Immune Response Gene 1 Links Metabolism to Immunity

Friday, May 10, 2013 - 2:00pm
Fung Auditorium | Powell-Focht Bioengineering Hall
Karsten Hiller, Ph.D.

Dr. rer. nat. in Bioinformatics and Microbiology

Luxembourg Centre for Systems Biomedicine

Immune Response Gene 1 Links Metabolism to Immunity

We revealed a yet unknown metabolic pathway for the production of an antimicrobial compound. Having profiled the metabolome of microglial cells and macrophages with and without LPS treatment, we identified an intracellular and highly abundant metabolite synthesized only under inflammatory conditions: itaconic acid. Applying stable-isotope labeling experiments, it could be demonstrated that this metabolite is produced in the TCA cycle from cis-aconitate. However, the mammalian metabolic pathway for the production of itaconic acid as well as its function in mammals have not been described. Here, we demonstrate that the immune response gene 1 (IRG1) is the mammalian gene coding for an enzyme catalyzing the decarboxylation of cis-aconitate to produce itaconic acid. We purified the mammalian IRG1 protein and could show itaconic acid production in an enzymatic assay. It is known that this metabolite inhibits the glyoxylate shunt needed by many bacteria to survive during infection. We confirmed the growth inhibitory effect of itaconic acid by supplementing different concentrations of the compound to the growth medium of Mycobacterium tuberculosis and Salmonella typhimurium. To test for the intracellular antimicrobial function of itaconic acid, we silenced the IRG1 gene in RAW263.7 mouse macrophages to decrease the intracellular level of the metabolite under inflammatory conditions. We could show a decreased killing activity of these impaired macrophages when infected with S. typhimurium.

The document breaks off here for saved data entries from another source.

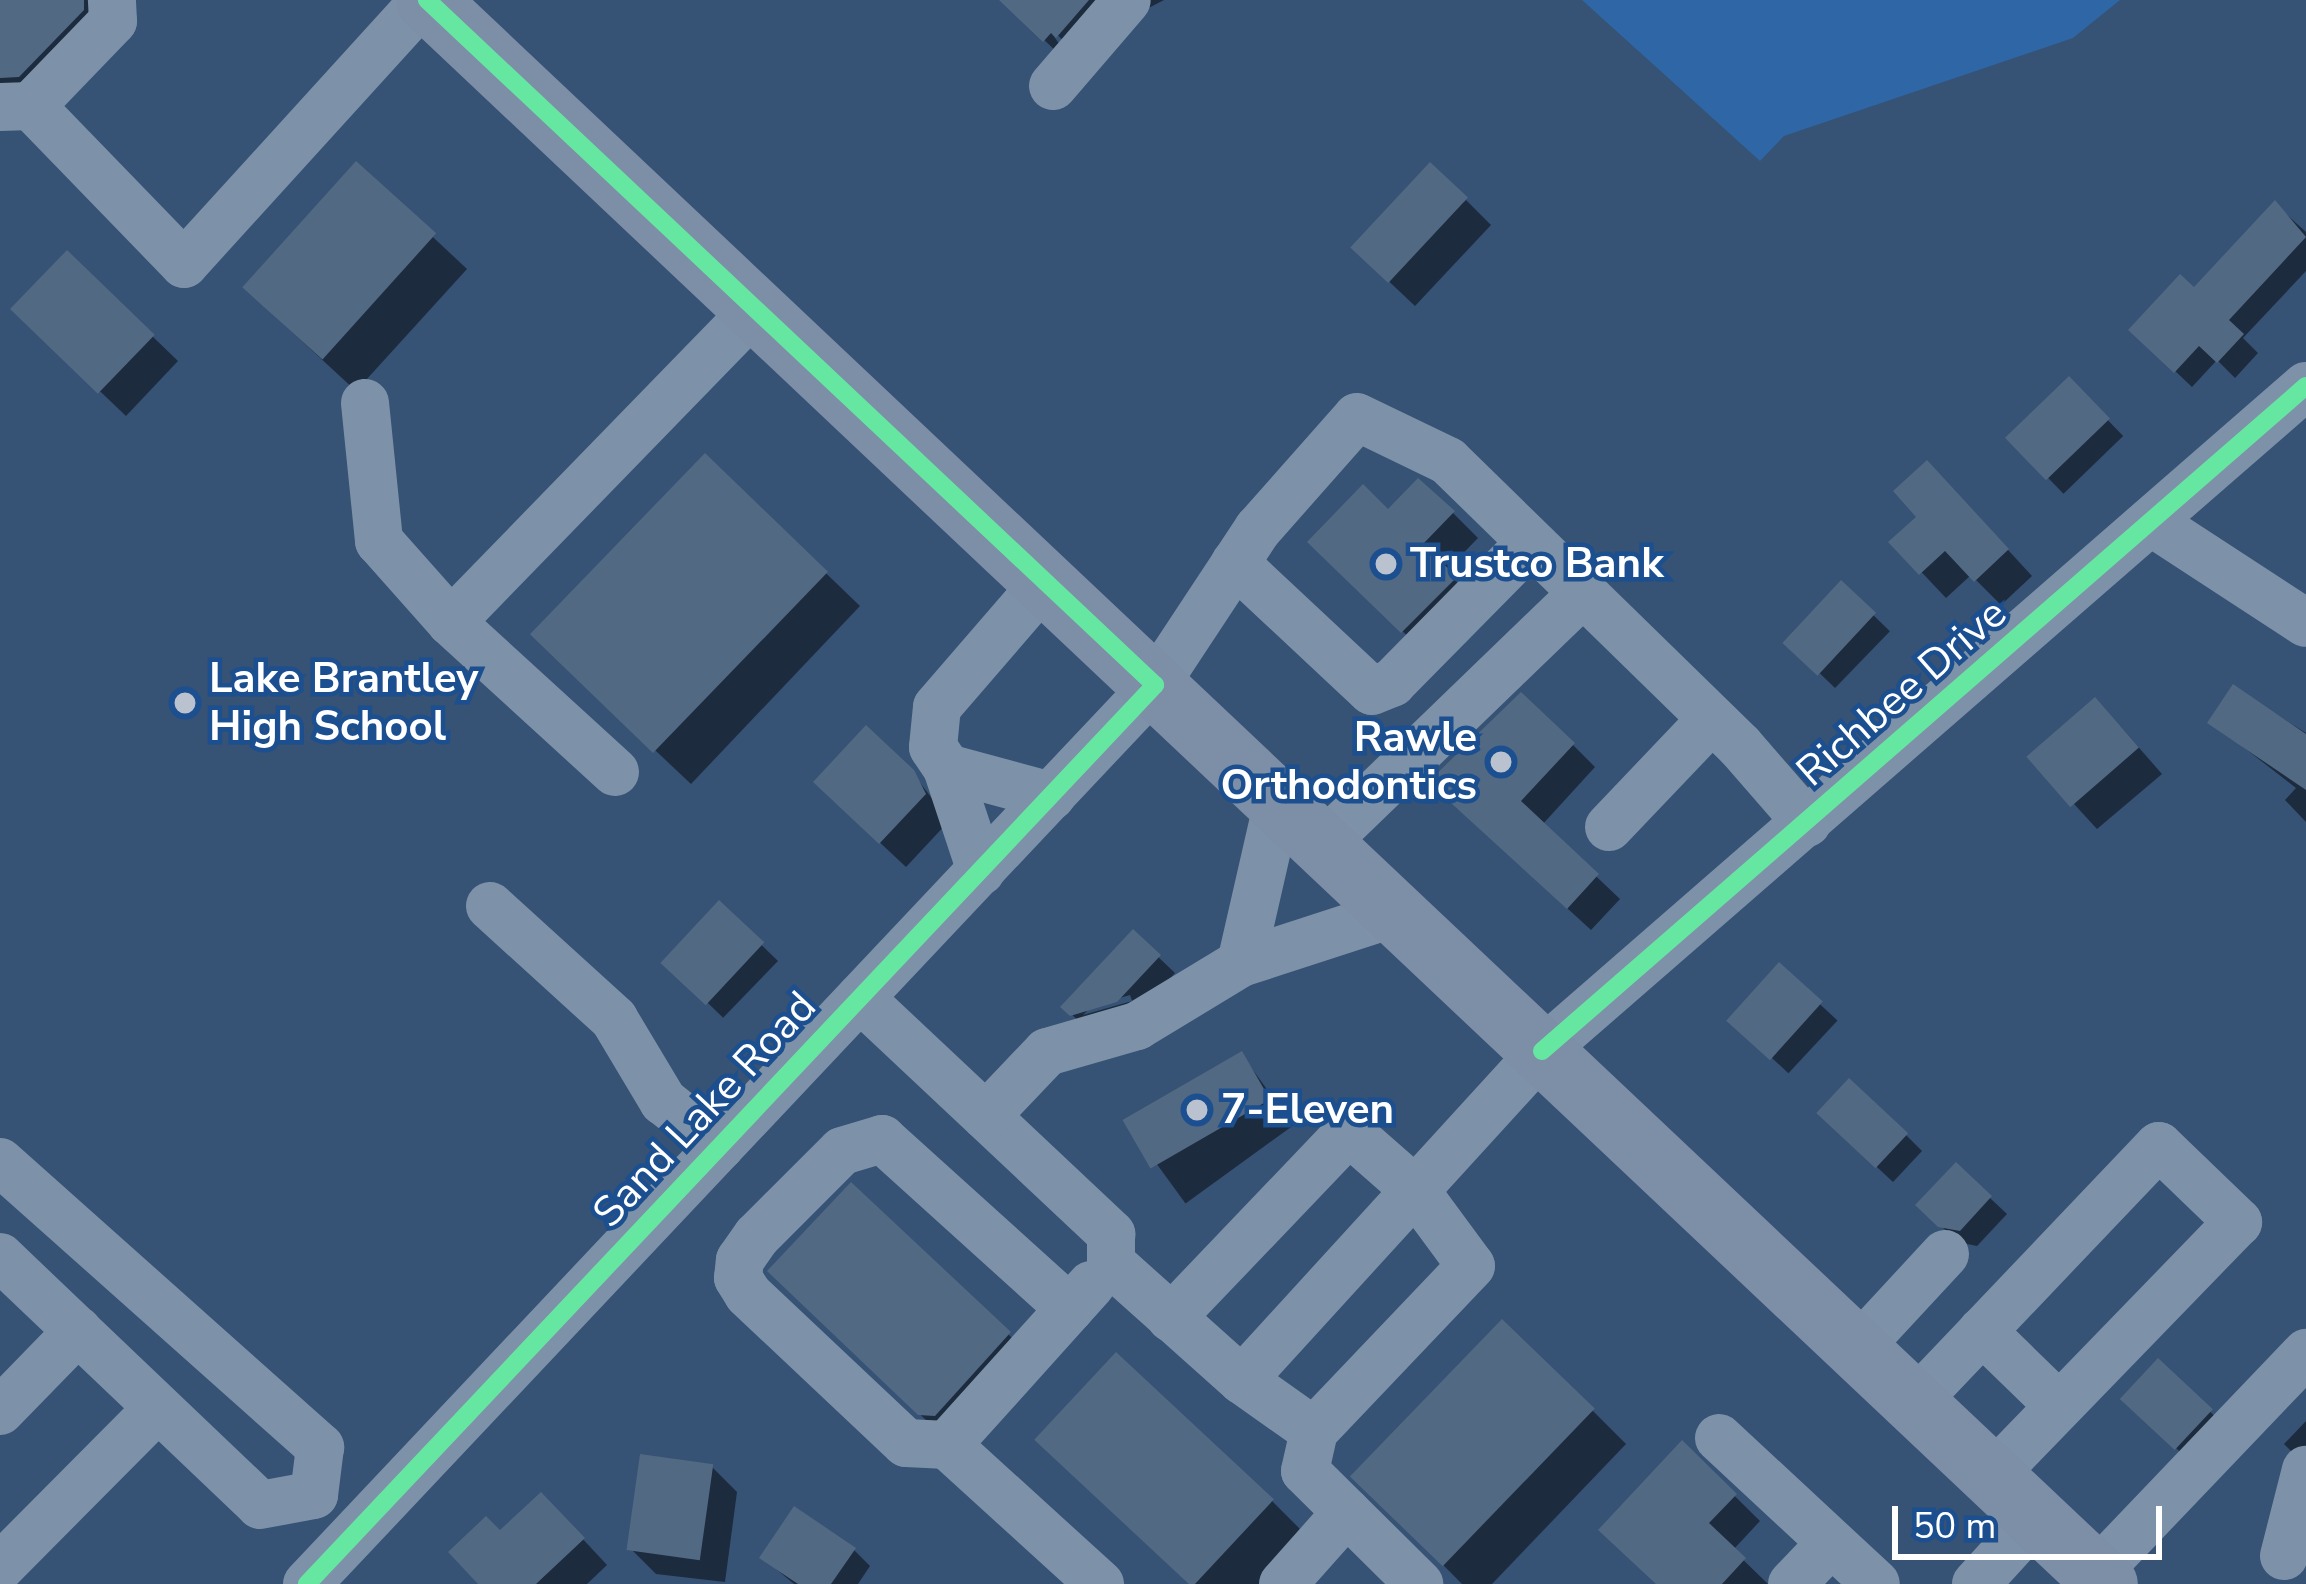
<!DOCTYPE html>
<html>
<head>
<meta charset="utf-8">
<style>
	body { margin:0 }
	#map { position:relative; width:2306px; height:1584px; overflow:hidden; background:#365274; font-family:"Nunito Sans",sans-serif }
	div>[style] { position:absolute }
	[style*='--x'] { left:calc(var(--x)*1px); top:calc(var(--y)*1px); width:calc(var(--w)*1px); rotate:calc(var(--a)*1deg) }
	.green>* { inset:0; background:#2f66a5 }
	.shadow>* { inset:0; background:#0007; transform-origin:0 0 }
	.building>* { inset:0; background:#526984; transform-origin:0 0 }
	.minor>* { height:48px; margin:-24px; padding:0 24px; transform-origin:24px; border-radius:24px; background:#7d92a8 }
	.major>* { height:63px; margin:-31.5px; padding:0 31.5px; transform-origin:31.5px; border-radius:31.5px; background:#7d8ea7 }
	.cycleway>* { height:18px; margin:-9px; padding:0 9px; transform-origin:9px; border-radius:9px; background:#66e7a1 }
	.dots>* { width:33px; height:33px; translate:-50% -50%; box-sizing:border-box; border:6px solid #1b4f8f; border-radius:50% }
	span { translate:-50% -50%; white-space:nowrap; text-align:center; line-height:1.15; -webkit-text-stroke:9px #1b4f8f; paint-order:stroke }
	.poi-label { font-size:42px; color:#fff; font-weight:700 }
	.left { translate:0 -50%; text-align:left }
	.right { translate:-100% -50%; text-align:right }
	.street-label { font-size:42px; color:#fff }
	.scale { position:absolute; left:1892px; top:1506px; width:270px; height:54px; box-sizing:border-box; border:6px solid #fff; border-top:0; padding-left:15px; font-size:36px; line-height:42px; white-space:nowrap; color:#fff; -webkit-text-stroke:9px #1b4f8f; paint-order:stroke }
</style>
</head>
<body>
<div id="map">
	<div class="green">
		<div style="clip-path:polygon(1582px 0,2120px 0,2073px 38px,1784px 136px,1760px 161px)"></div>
	</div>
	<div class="shadow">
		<div style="clip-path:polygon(0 0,108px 0,0 102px)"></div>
		<div style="clip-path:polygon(1002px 0,1164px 0,1139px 13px,1091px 69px,1043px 20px,1078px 72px)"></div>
		<div style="clip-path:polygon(356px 165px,467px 269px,356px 391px,278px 319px)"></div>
		<div style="clip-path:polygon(1466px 200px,1491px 225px,1415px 306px,1379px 272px)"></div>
		<div style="clip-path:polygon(2275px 204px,2306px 232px,2306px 271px,2243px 338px,2258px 353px,2235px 378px,2217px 360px,2192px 387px,2132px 330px,2194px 291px)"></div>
		<div style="clip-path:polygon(67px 254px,178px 361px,126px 416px,40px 334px)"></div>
		<div style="left:2069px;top:380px;width:78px;height:83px;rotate:46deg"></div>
		<div style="clip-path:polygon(705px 457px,860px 606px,691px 784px,569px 669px)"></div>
		<div style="clip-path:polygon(1952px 489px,2032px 576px,2001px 605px,1971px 575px,1946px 598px,1893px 542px)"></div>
		<div style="clip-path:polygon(1388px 513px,1453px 513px,1478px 538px,1446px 571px,1479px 604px,1428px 656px,1311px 542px)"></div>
		<div style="left:1841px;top:584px;width:68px;height:79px;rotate:44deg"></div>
		<div style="clip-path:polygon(2234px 688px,2306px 733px,2306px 822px,2285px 800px,2296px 788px,2211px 722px)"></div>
		<div style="clip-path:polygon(2120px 726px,2162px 774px,2097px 829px,2031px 757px)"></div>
		<div style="clip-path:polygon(1573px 745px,1595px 767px,1542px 825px,1620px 899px,1591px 930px,1455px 805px)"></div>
		<div style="clip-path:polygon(912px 772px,949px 821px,906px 867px,842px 807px)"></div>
		<div style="left:719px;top:904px;width:82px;height:79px;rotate:44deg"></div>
		<div style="clip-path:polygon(evenodd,1133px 933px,1175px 973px,1133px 1018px,1089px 1031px,1064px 1007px,1133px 933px,1130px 995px,1132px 1001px,1083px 1015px,1092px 1006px,1130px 995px)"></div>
		<div style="left:1779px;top:966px;width:80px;height:72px;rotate:43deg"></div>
		<div style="left:1242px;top:1055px;width:87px;height:133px;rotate:54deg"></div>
		<div style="clip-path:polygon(1836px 1129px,1906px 1135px,1922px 1151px,1893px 1182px)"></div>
		<div style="clip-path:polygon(1956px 1166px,2007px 1214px,1977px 1246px,1958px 1242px,1919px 1205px)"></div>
		<div style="clip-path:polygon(805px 1304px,1008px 1334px,1042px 1367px,954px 1447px)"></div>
		<div style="clip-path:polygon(2158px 1362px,2227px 1428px,2193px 1464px,2141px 1415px)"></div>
		<div style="clip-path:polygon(1593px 1411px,1626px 1444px,1492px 1584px,1462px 1584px,1355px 1476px)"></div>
		<div style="clip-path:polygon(2306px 1421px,2306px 1466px,2284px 1444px)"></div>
		<div style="clip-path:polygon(1682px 1444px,1760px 1521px,1733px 1550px,1768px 1584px,1658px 1584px)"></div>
		<div style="clip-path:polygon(711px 1466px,737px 1492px,725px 1582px,656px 1574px,631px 1549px)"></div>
		<div style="clip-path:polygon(1072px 1473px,1272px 1501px,1305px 1534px,1259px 1584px,1192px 1584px)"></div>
		<div style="clip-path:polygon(566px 1521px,607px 1565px,587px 1584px,482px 1584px,500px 1534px)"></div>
		<div style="clip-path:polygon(854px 1550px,870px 1566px,858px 1584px,794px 1584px,763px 1558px)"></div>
	</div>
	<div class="building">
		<div style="clip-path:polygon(0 0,84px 0,84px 10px,19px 77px,0 78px)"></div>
		<div style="clip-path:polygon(999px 0,1089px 0,1056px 38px,1051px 33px,1043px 42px)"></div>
		<div style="left:356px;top:161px;width:108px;height:170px;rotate:42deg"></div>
		<div style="left:1430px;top:162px;width:52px;height:117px;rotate:43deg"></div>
		<div style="clip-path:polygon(2275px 200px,2306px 237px,2229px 320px,2244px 334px,2217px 363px,2199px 346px,2174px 373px,2128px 330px,2180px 274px,2194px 287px)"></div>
		<div style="left:67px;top:250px;width:122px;height:82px;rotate:44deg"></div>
		<div style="left:2069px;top:376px;width:59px;height:89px;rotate:46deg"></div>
		<div style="left:705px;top:453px;width:171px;height:252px;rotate:44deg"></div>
		<div style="clip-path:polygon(1927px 460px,2009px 549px,1974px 582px,1945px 551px,1919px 575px,1888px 542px,1916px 517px,1893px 491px)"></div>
		<div style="clip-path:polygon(1418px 478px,1455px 511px,1423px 544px,1457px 577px,1401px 633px,1307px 542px,1363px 484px,1388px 509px)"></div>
		<div style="left:1841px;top:580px;width:48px;height:86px;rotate:43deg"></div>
		<div style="clip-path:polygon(2233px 684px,2306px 734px,2306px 790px,2207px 723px)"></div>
		<div style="clip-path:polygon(1521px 692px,1575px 743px,1521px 801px,1599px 874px,1567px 909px,1428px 782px)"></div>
		<div style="left:2095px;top:697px;width:67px;height:91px;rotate:49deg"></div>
		<div style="clip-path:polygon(866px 725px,914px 770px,926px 794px,879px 844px,813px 782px)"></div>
		<div style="left:719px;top:900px;width:62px;height:86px;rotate:43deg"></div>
		<div style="clip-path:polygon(1133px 929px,1161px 955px,1117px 1002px,1070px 1016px,1060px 1007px)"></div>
		<div style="left:1779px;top:962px;width:59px;height:79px;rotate:42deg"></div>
		<div style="left:1242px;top:1051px;width:56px;height:138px;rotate:60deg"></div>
		<div style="left:1849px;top:1078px;width:81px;height:48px;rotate:43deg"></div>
		<div style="clip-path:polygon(1956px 1162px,1992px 1196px,1960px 1231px,1938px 1227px,1915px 1205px)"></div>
		<div style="clip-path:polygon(851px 1182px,1011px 1332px,935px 1416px,918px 1415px,767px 1271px)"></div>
		<div style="left:1502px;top:1319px;width:129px;height:219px;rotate:44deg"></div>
		<div style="left:1116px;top:1352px;width:216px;height:120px;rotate:43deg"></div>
		<div style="left:2158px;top:1358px;width:75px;height:56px;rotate:43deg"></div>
		<div style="clip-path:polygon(1682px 1440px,1737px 1494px,1709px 1523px,1746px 1558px,1722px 1584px,1656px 1584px,1598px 1530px)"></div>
		<div style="left:640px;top:1454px;width:74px;height:97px;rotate:8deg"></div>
		<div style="clip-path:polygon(541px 1492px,585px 1538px,536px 1584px,478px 1584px,448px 1552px,486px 1516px,500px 1530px)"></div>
		<div style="clip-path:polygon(794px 1506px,856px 1548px,831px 1584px,798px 1584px,759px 1558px)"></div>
	</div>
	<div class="minor">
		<div style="--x:1053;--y:86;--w:113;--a:-49.3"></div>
		<div style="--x:31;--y:106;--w:220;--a:45.9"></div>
		<div style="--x:184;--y:264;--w:357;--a:-47.7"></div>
		<div style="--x:0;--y:107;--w:31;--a:-2"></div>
		<div style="--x:31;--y:106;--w:118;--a:-46"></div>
		<div style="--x:113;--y:21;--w:21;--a:-93"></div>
		<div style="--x:365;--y:403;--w:139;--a:84.2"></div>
		<div style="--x:379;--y:541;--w:108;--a:48.4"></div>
		<div style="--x:2154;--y:524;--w:181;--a:33.1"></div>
		<div style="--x:1235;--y:563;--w:187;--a:43.1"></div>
		<div style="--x:1372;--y:691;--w:22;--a:-22"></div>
		<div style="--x:1392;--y:683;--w:195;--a:-45.4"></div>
		<div style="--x:947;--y:768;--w:25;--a:-124"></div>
		<div style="--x:933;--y:747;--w:40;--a:-84.3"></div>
		<div style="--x:937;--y:707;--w:165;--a:-49.2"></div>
		<div style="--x:615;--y:772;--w:222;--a:-137.6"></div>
		<div style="--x:451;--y:622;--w:436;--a:-45.8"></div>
		<div style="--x:1609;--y:827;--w:149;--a:-46.4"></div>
		<div style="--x:1323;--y:844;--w:360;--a:-44"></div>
		<div style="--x:981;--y:871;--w:108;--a:-108.3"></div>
		<div style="--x:947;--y:768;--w:108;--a:15.1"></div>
		<div style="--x:490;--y:906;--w:168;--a:42.3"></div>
		<div style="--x:614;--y:1019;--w:96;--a:59.1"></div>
		<div style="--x:663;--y:1101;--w:73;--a:38.3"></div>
		<div style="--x:1241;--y:963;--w:165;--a:-77.1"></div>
		<div style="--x:860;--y:998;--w:345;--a:43.2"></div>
		<div style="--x:1111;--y:1234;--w:29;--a:90"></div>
		<div style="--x:1111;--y:1263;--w:176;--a:41.8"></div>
		<div style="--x:1242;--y:1380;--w:445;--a:-47.6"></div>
		<div style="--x:1542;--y:1051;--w:1013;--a:-41.04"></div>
		<div style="--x:986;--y:1116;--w:88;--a:-46.4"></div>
		<div style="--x:1047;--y:1052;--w:94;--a:-16.1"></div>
		<div style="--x:1137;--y:1026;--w:122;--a:-31.2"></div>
		<div style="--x:1241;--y:963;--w:162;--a:-18"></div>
		<div style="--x:0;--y:1162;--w:429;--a:41.7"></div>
		<div style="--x:320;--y:1447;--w:48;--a:97.1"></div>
		<div style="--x:0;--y:1257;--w:359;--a:43.6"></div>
		<div style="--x:260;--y:1505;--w:55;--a:-10.5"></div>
		<div style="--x:1091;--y:1285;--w:215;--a:132"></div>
		<div style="--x:947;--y:1445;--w:207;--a:42.3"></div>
		<div style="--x:1171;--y:1318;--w:257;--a:-46.3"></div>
		<div style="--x:1349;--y:1132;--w:88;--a:41.3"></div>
		<div style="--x:1415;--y:1190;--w:94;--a:53.6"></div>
		<div style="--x:1471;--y:1266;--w:228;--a:133.6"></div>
		<div style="--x:1314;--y:1431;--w:88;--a:-144.7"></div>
		<div style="--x:1982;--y:1331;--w:107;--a:44.2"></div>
		<div style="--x:1858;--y:1348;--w:128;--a:-47.2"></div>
		<div style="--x:1914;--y:1403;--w:355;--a:-46.4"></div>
		<div style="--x:2159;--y:1146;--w:110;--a:43.9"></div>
		<div style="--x:2238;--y:1222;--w:354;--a:134.1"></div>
		<div style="--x:0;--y:1411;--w:112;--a:-45.7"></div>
		<div style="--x:1314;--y:1431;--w:41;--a:102.7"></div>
		<div style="--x:1305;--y:1471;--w:161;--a:44.7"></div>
		<div style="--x:1719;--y:1438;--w:214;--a:42.9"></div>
		<div style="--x:947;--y:1445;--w:41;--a:-177.2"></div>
		<div style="--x:906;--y:1443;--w:217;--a:-136.7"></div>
		<div style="--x:748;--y:1294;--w:19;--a:-122"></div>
		<div style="--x:738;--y:1278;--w:18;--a:-84"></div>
		<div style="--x:740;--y:1260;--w:29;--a:-55"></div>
		<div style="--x:757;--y:1236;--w:120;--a:-45"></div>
		<div style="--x:842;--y:1151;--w:42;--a:-16.7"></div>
		<div style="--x:882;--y:1139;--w:253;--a:42.1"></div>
		<div style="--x:2284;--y:1556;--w:89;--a:-75.7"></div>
		<div style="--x:0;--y:1567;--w:224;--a:-45.2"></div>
		<div style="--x:2095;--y:1574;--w:306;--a:-46.3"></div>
		<div style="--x:307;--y:1584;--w:1236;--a:-46.67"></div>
		<div style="--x:1155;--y:685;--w:187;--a:-56.6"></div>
		<div style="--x:1258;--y:529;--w:149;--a:-48.5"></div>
		<div style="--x:1357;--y:417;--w:101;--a:25.8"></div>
		<div style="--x:1448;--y:461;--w:408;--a:44.3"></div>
		<div style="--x:1740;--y:746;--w:102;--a:49"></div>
		<div style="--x:1283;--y:1584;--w:96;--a:-48.4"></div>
		<div style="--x:1792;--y:1584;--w:57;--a:-46.4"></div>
		<div style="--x:1976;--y:1584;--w:89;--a:-47.7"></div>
	</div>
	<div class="major">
		<div style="--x:427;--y:0;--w:2308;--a:43.33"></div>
	</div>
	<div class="cycleway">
		<div style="--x:1542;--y:1051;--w:1013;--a:-41.04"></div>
		<div style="--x:307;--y:1584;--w:1236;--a:-46.67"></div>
		<div style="--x:1155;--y:685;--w:1000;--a:-136.74"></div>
	</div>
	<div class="dots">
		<div style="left:1386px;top:564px;background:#b9c2ce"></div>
		<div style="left:185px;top:703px;background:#b9c2ce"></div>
		<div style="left:1501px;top:762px;background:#b9c2ce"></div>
		<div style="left:1197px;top:1110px;background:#b9c2ce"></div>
	</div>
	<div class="poi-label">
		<span class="left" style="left:1410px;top:564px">Trustco Bank</span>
		<span class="left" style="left:209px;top:703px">Lake Brantley<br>High School</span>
		<span class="right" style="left:1477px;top:762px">Rawle<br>Orthodontics</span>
		<span class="left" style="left:1221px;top:1110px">7-Eleven</span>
	</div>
	<div class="street-label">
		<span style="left:1902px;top:693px;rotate:-41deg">Richbee Drive</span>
		<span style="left:705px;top:1110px;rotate:-47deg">Sand Lake Road</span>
	</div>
	<div class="scale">50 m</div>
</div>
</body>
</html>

Karsten Hiller is the head of the metabolomics group at the Luxembourg Centre for Systems Biomedicine. He obtained his diploma in biology and computer science. He performed his PhD in bioinformatics and microbiology at the University of Braunschweig, Germany and focused on the development of algorithms for the analysis of metabolomics data. He had an appointment as a postdoc in the group of Gregory Stephanopoulos at the department of Chemical Engineering, MIT where he worked on stable-isotope assisted metabolomics and cancer metabolism. His current work focuses on cellular metabolism in the context of inflammation and neurodegeneration. The current research is mainly funded by the ATTRACT research program of the Fonds Nationale de la Recherche Luxembourg (FNR).